Источники информации

1. Верещагин Н.В., Борисенко В.В., Власенко А.Г. Мозговое кровообращение.- М., Интер.-Весы. - 1993.

2. Злотник Э.И. Аневризмы сосудов головного мозга. - Минск, Беларусь. - 1967. - 295 с.

3. Клиническая микронейрохирургия /Под ред. В.Т. Кооса, Ф.В.Бека, Р.Ф. Спетслера. - М.: Медицина. - 1980. - 320 с.

4. Крик Ф. Мысли о мозге /Мозг. - М.: Мир. - 1982. - С. 257-276.

5. Покровский А.В. Практическая ангиология. - М.: Медицина, 1994.

6. Шмидт Е. В. , Лунев В.К., Верещагин Н.В. Сосудистые заболевания головного и спинного мозга. - М.: Медицина. - 1976.

7. Шумилина М. В.Спиридонов А.А., Бузиашвили Ю.И. и др. Ультразвуковая диагностика пораженных брахиоцефальных артерий. - М., 1997. - 89 с. 


ФОРМУЛА ИЗОБРЕТЕНИЯ



1. Способ ремоделирования сосудистой системы мозга на основе изменения объема и геометрии цереброваскулярной сети с использованием регионарной внутриартериальной перфузии растворами фармакологических и нейроспецифических средств патологической зоны мозга, отличающийся тем, что изменение геометрии и объема церебральных сосудов осуществляют при соблюдении условия физиологичности соотношения сосуды - ткань мозга путем использования многоканальных операторов моделирования, при этом проводя микроэмболизацию или длительную перфузию зоны последовательно различными растворами вазоактивных и пластических компонентов, одновременно облучают очаг поражения акустоэлектромагнитным полем, контроль адекватности воздействия осуществляют с помощью периодического ангиографического исследования зоны поражения по морфологическим признакам и по величине мозгового кровотока, а степень эффективности ремоделирования сосудистой системы оценивают компьютерно-томографическим, ангиографическим методом, а также по восстановлению некоторых функций мозга пациента по клиническим проявлениям.

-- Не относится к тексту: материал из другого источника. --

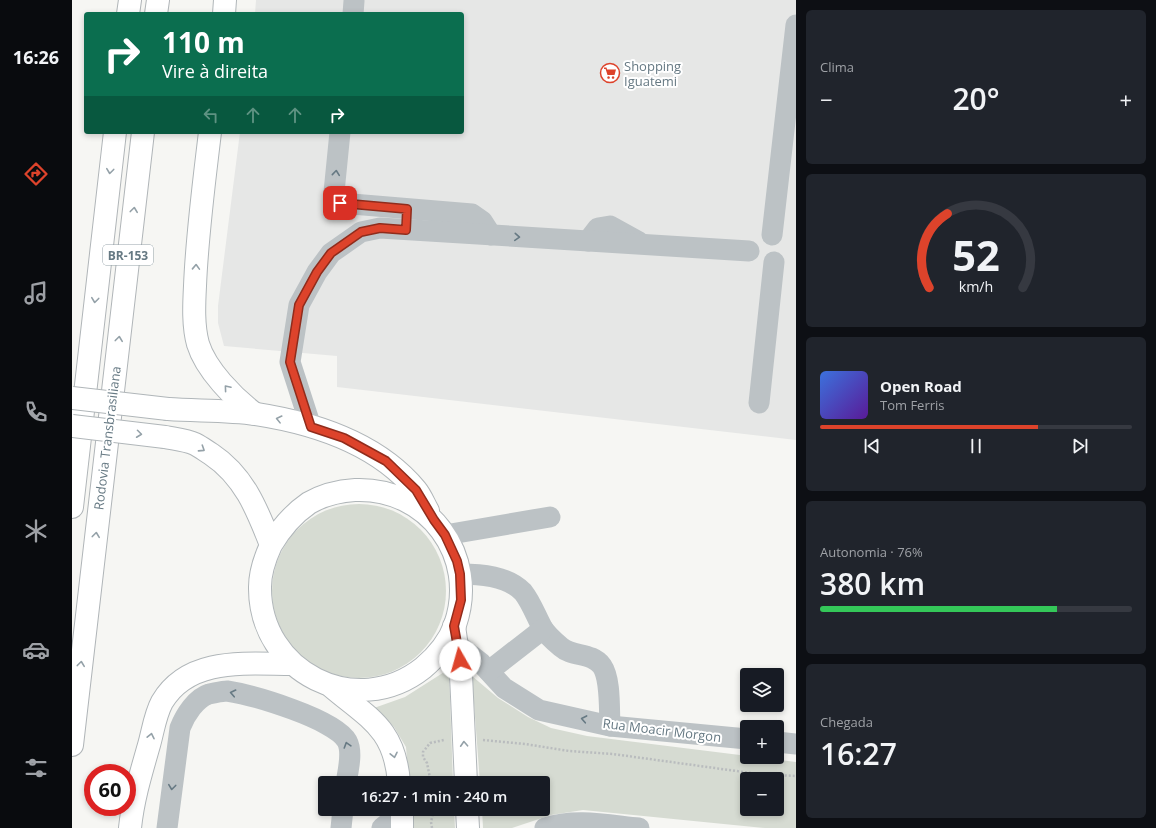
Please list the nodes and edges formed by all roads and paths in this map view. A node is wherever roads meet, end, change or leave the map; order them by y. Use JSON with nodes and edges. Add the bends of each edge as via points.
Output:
{"nodes":[{"id":1,"x":130,"y":0,"type":"edge"},
{"id":2,"x":158,"y":0,"type":"edge"},
{"id":3,"x":225,"y":0,"type":"edge"},
{"id":4,"x":128,"y":12,"type":"edge"},
{"id":5,"x":156,"y":12,"type":"edge"},
{"id":6,"x":224,"y":12,"type":"edge"},
{"id":7,"x":796,"y":25,"type":"edge"},
{"id":8,"x":115,"y":134,"type":"edge"},
{"id":9,"x":143,"y":134,"type":"edge"},
{"id":10,"x":210,"y":134,"type":"edge"},
{"id":11,"x":340,"y":134,"type":"edge"},
{"id":12,"x":407,"y":209,"type":"junction"},
{"id":13,"x":446,"y":222,"type":"junction"},
{"id":14,"x":406,"y":230,"type":"junction"},
{"id":15,"x":772,"y":235,"type":"junction"},
{"id":16,"x":749,"y":251,"type":"junction"},
{"id":17,"x":774,"y":262,"type":"junction"},
{"id":18,"x":72,"y":398,"type":"edge"},
{"id":19,"x":759,"y":403,"type":"dead end"},
{"id":20,"x":255,"y":414,"type":"junction"},
{"id":21,"x":72,"y":426,"type":"edge"},
{"id":22,"x":311,"y":427,"type":"junction"},
{"id":23,"x":72,"y":507,"type":"edge"},
{"id":24,"x":550,"y":517,"type":"dead end"},
{"id":25,"x":440,"y":528,"type":"junction"},
{"id":26,"x":271,"y":544,"type":"junction"},
{"id":27,"x":460,"y":574,"type":"junction"},
{"id":28,"x":543,"y":630,"type":"junction"},
{"id":29,"x":456,"y":635,"type":"junction"},
{"id":30,"x":292,"y":664,"type":"junction"},
{"id":31,"x":489,"y":672,"type":"junction"},
{"id":32,"x":331,"y":686,"type":"junction"},
{"id":33,"x":610,"y":726,"type":"junction"},
{"id":34,"x":740,"y":738,"type":"edge"},
{"id":35,"x":464,"y":740,"type":"junction"},
{"id":36,"x":784,"y":743,"type":"edge"},
{"id":37,"x":796,"y":744,"type":"edge"},
{"id":38,"x":72,"y":745,"type":"edge"},
{"id":39,"x":347,"y":776,"type":"edge"},
{"id":40,"x":398,"y":776,"type":"edge"},
{"id":41,"x":430,"y":776,"type":"edge"},
{"id":42,"x":466,"y":776,"type":"edge"},
{"id":43,"x":796,"y":776,"type":"edge"},
{"id":44,"x":342,"y":816,"type":"edge"},
{"id":45,"x":402,"y":816,"type":"edge"},
{"id":46,"x":432,"y":816,"type":"edge"},
{"id":47,"x":467,"y":816,"type":"edge"},
{"id":48,"x":130,"y":828,"type":"edge"},
{"id":49,"x":167,"y":828,"type":"edge"},
{"id":50,"x":341,"y":828,"type":"edge"},
{"id":51,"x":382,"y":828,"type":"edge"},
{"id":52,"x":432,"y":828,"type":"edge"},
{"id":53,"x":468,"y":828,"type":"edge"},
{"id":54,"x":545,"y":828,"type":"edge"},
{"id":55,"x":639,"y":828,"type":"edge"}],
"edges":[{"from":1,"to":4,"type":"main road"},
{"from":2,"to":5,"type":"main road"},
{"from":3,"to":6,"type":"main road"},
{"from":7,"to":15,"type":"street"},
{"from":8,"to":23,"type":"main road","name":"Rodovia Transbrasiliana","number":"BR-153","one_way":true},
{"from":38,"to":9,"type":"main road","name":"Rodovia Transbrasiliana","number":"BR-153","one_way":true},
{"from":20,"to":10,"type":"main road","one_way":true,"via":[[238,401],[224,384],[208,364],[198,344],[194,309],[196,256]]},
{"from":12,"to":11,"type":"street","one_way":true,"via":[[340,203],[336,199],[334,192]]},
{"from":12,"to":13,"type":"street"},
{"from":12,"to":14,"type":"street"},
{"from":13,"to":14,"type":"street"},
{"from":13,"to":16,"type":"street","one_way":true,"via":[[491,235],[588,241],[598,228],[610,226],[645,245]]},
{"from":14,"to":22,"type":"street","via":[[380,228],[361,232],[331,253],[299,305],[290,362]]},
{"from":15,"to":16,"type":"street","via":[[756,236],[750,243]]},
{"from":15,"to":17,"type":"street","via":[[778,240],[781,248]]},
{"from":16,"to":17,"type":"street","via":[[752,259],[758,264]]},
{"from":17,"to":19,"type":"street"},
{"from":18,"to":20,"type":"main road","bridge":true,"via":[[168,409]]},
{"from":22,"to":20,"type":"main road","one_way":true},
{"from":21,"to":26,"type":"main road","one_way":true,"bridge":true,"via":[[165,437],[196,444],[236,475],[260,515]]},
{"from":22,"to":25,"type":"main road","via":[[344,438],[386,461],[416,490]]},
{"from":24,"to":25,"type":"street"},
{"from":25,"to":26,"type":"main road","via":[[419,508],[397,496],[366,490],[346,491],[328,495],[294,514]]},
{"from":25,"to":27,"type":"main road","via":[[455,554]]},
{"from":26,"to":30,"type":"main road","via":[[263,565],[260,586],[261,608],[267,629],[278,648]]},
{"from":27,"to":28,"type":"street","via":[[502,579],[515,585],[524,593]]},
{"from":27,"to":29,"type":"main road","via":[[461,600]]},
{"from":28,"to":31,"type":"street"},
{"from":28,"to":33,"type":"street","via":[[562,649],[589,657],[602,665],[607,677]]},
{"from":29,"to":31,"type":"street","name":"Rua Moacir Morgon"},
{"from":29,"to":32,"type":"main road","via":[[431,661],[414,675],[401,681],[374,690],[352,690]]},
{"from":29,"to":35,"type":"main road"},
{"from":30,"to":32,"type":"main road"},
{"from":48,"to":30,"type":"main road","one_way":true,"via":[[133,803],[154,722],[162,701],[176,685],[188,676],[212,666]]},
{"from":33,"to":31,"type":"street","name":"Rua Moacir Morgon","one_way":true,"via":[[539,710],[504,688]]},
{"from":32,"to":40,"type":"main road","one_way":true,"via":[[378,724],[393,747]]},
{"from":33,"to":34,"type":"street","name":"Rua Moacir Morgon"},
{"from":35,"to":41,"type":"path","via":[[430,742],[422,752]]},
{"from":42,"to":35,"type":"main road","one_way":true},
{"from":35,"to":43,"type":"path","via":[[489,740],[758,774]]},
{"from":36,"to":37,"type":"street"},
{"from":39,"to":49,"type":"street","one_way":true,"via":[[350,753],[343,735],[312,717],[270,700],[226,691],[208,695],[200,699],[180,728]]},
{"from":44,"to":50,"type":"street"},
{"from":45,"to":51,"type":"street"},
{"from":46,"to":52,"type":"path"},
{"from":47,"to":53,"type":"main road"},
{"from":54,"to":55,"type":"street","via":[[556,824],[583,822]]}]}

2. Способ по п. 1, отличающийся тем, что перфузию осуществляют непрерывно в течение 2-10 суток с периодическим введением церебролизина в концентрации 0,025 мл/мл физиологического раствора в сочетании с ноотропами и растворами нейроспецифических белков, а также факторов роста сосудов при скорости перфузии 15-30 мл/ч при суточном объеме перфузии 400-500 мл.

3. Способ по пп.1 и 2, отличающийся тем, что электромагнитное воздействие проводят генератором КВЧ колебаний в мм-диапазоне при частоте 5,7 или 7,2 ГГц 1-3 раза в сутки в течение 10-15 мин.